Saved data entries
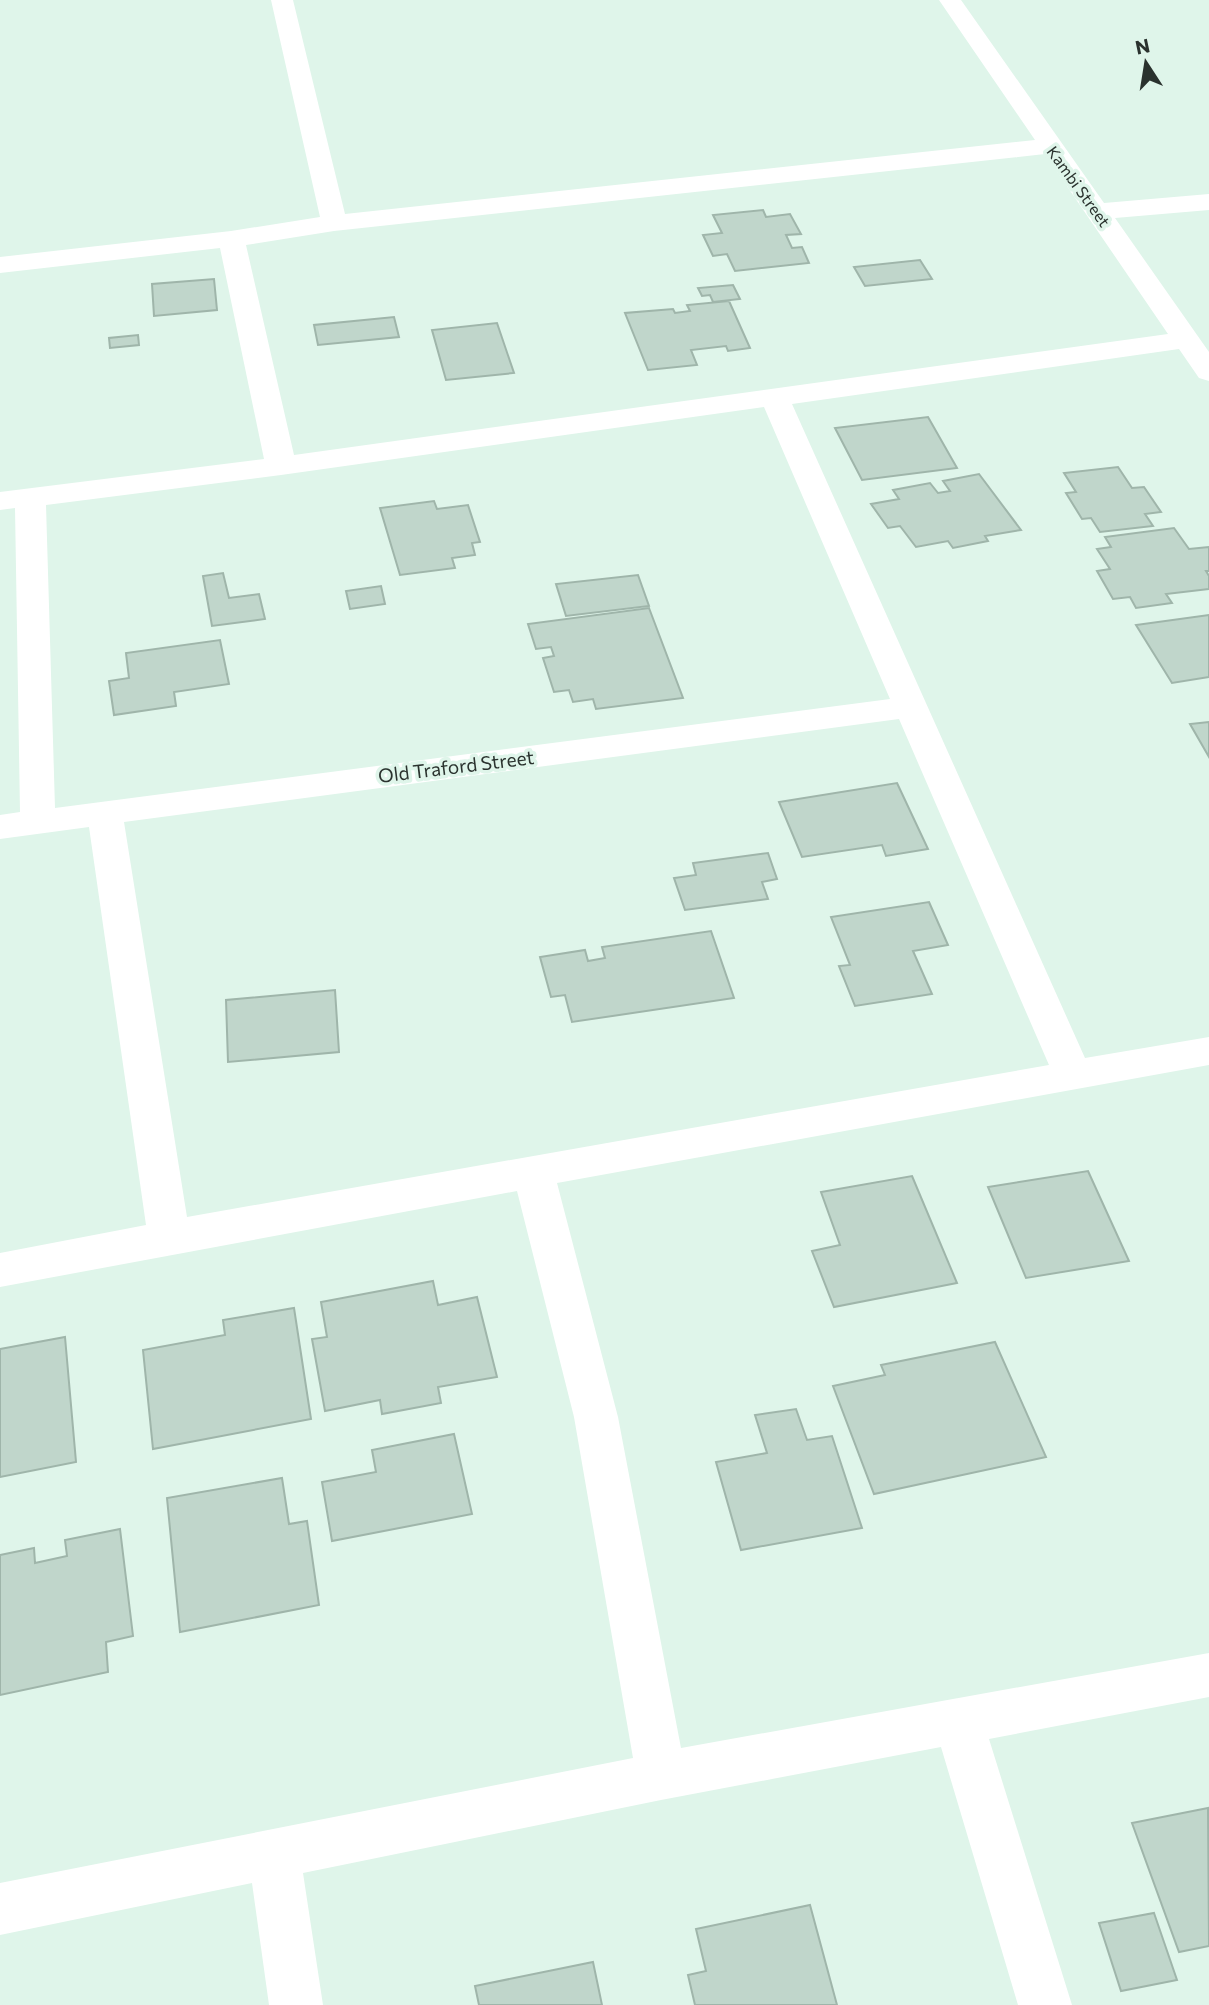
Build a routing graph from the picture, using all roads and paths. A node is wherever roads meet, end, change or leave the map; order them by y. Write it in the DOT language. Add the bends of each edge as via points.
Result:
graph roads {
  1 [pos="282,0"];
  2 [pos="950,0"];
  3 [pos="1050,146"];
  4 [pos="1209,202"];
  5 [pos="1099,211"];
  6 [pos="334,223"];
  7 [pos="231,239"];
  8 [pos="0,265"];
  9 [pos="1186,340"];
  10 [pos="1209,372"];
  11 [pos="775,399"];
  12 [pos="281,466"];
  13 [pos="15,499"];
  14 [pos="911,707"];
  15 [pos="105,812"];
  16 [pos="38,821"];
  17 [pos="0,827"];
  18 [pos="1209,1051"];
  19 [pos="1074,1077"];
  20 [pos="533,1172"];
  21 [pos="169,1237"];
  22 [pos="0,1270"];
  23 [pos="1209,1675"];
  24 [pos="958,1720"];
  25 [pos="661,1776"];
  26 [pos="274,1855"];
  27 [pos="0,1909"];
  28 [pos="296,2005"];
  29 [pos="1045,2005"];
  1 -- 6 [label="street"];
  2 -- 3 [label="street, Kambi Street"];
  3 -- 5 [label="street, Kambi Street"];
  3 -- 6 [label="street"];
  4 -- 5 [label="street"];
  5 -- 9 [label="street, Kambi Street"];
  6 -- 7 [label="street"];
  7 -- 8 [label="street"];
  7 -- 12 [label="street"];
  9 -- 10 [label="street, Kambi Street"];
  9 -- 11 [label="street"];
  11 -- 12 [label="street"];
  11 -- 14 [label="street"];
  12 -- 13 [label="street"];
  13 -- 16 [label="street"];
  14 -- 15 [label="street, Old Traford Street"];
  14 -- 19 [label="street"];
  15 -- 16 [label="street, Old Traford Street"];
  15 -- 21 [label="street"];
  16 -- 17 [label="street, Old Traford Street"];
  18 -- 19 [label="street"];
  19 -- 20 [label="street"];
  20 -- 21 [label="street"];
  20 -- 25 [label="street" via="596,1417"];
  21 -- 22 [label="street"];
  23 -- 24 [label="street"];
  24 -- 25 [label="street"];
  24 -- 29 [label="street"];
  25 -- 26 [label="street"];
  26 -- 27 [label="street"];
  26 -- 28 [label="street"];
}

What the exercise asks
Repeat the data above exactly, leaving out any pictures it holds.

Result for this exercise
Build a routing graph from the picture, using all roads and paths. A node is wherever roads meet, end, change or leave the map; order them by y. Write it in the DOT language. Add the bends of each edge as via points.
Result:
graph roads {
  1 [pos="282,0"];
  2 [pos="950,0"];
  3 [pos="1050,146"];
  4 [pos="1209,202"];
  5 [pos="1099,211"];
  6 [pos="334,223"];
  7 [pos="231,239"];
  8 [pos="0,265"];
  9 [pos="1186,340"];
  10 [pos="1209,372"];
  11 [pos="775,399"];
  12 [pos="281,466"];
  13 [pos="15,499"];
  14 [pos="911,707"];
  15 [pos="105,812"];
  16 [pos="38,821"];
  17 [pos="0,827"];
  18 [pos="1209,1051"];
  19 [pos="1074,1077"];
  20 [pos="533,1172"];
  21 [pos="169,1237"];
  22 [pos="0,1270"];
  23 [pos="1209,1675"];
  24 [pos="958,1720"];
  25 [pos="661,1776"];
  26 [pos="274,1855"];
  27 [pos="0,1909"];
  28 [pos="296,2005"];
  29 [pos="1045,2005"];
  1 -- 6 [label="street"];
  2 -- 3 [label="street, Kambi Street"];
  3 -- 5 [label="street, Kambi Street"];
  3 -- 6 [label="street"];
  4 -- 5 [label="street"];
  5 -- 9 [label="street, Kambi Street"];
  6 -- 7 [label="street"];
  7 -- 8 [label="street"];
  7 -- 12 [label="street"];
  9 -- 10 [label="street, Kambi Street"];
  9 -- 11 [label="street"];
  11 -- 12 [label="street"];
  11 -- 14 [label="street"];
  12 -- 13 [label="street"];
  13 -- 16 [label="street"];
  14 -- 15 [label="street, Old Traford Street"];
  14 -- 19 [label="street"];
  15 -- 16 [label="street, Old Traford Street"];
  15 -- 21 [label="street"];
  16 -- 17 [label="street, Old Traford Street"];
  18 -- 19 [label="street"];
  19 -- 20 [label="street"];
  20 -- 21 [label="street"];
  20 -- 25 [label="street" via="596,1417"];
  21 -- 22 [label="street"];
  23 -- 24 [label="street"];
  24 -- 25 [label="street"];
  24 -- 29 [label="street"];
  25 -- 26 [label="street"];
  26 -- 27 [label="street"];
  26 -- 28 [label="street"];
}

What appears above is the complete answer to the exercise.